━━━━━ INFORMATION SUPPLIED ━━━━━

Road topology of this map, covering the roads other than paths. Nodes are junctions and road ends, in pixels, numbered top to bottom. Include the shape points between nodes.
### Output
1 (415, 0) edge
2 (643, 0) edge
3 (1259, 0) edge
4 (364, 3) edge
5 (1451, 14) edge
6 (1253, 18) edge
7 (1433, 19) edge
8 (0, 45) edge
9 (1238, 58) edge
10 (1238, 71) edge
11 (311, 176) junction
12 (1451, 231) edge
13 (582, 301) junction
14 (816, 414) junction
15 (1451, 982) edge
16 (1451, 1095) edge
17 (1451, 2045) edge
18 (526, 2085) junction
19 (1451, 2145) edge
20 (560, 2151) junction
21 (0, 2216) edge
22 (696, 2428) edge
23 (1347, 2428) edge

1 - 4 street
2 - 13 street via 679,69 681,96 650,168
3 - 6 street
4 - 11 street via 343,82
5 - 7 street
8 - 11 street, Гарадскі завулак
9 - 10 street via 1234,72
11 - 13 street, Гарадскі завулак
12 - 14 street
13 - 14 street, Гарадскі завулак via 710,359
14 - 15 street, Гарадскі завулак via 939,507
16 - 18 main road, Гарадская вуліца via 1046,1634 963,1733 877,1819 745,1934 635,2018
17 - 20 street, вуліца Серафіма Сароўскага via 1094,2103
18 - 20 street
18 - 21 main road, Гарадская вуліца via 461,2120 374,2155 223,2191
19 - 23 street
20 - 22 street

━━━━━

__WORK ORDER__.
Look through the listing and extract every line with "завулак" in it.

__RESPONSE__.
8 - 11 street, Гарадскі завулак
11 - 13 street, Гарадскі завулак
13 - 14 street, Гарадскі завулак via 710,359
14 - 15 street, Гарадскі завулак via 939,507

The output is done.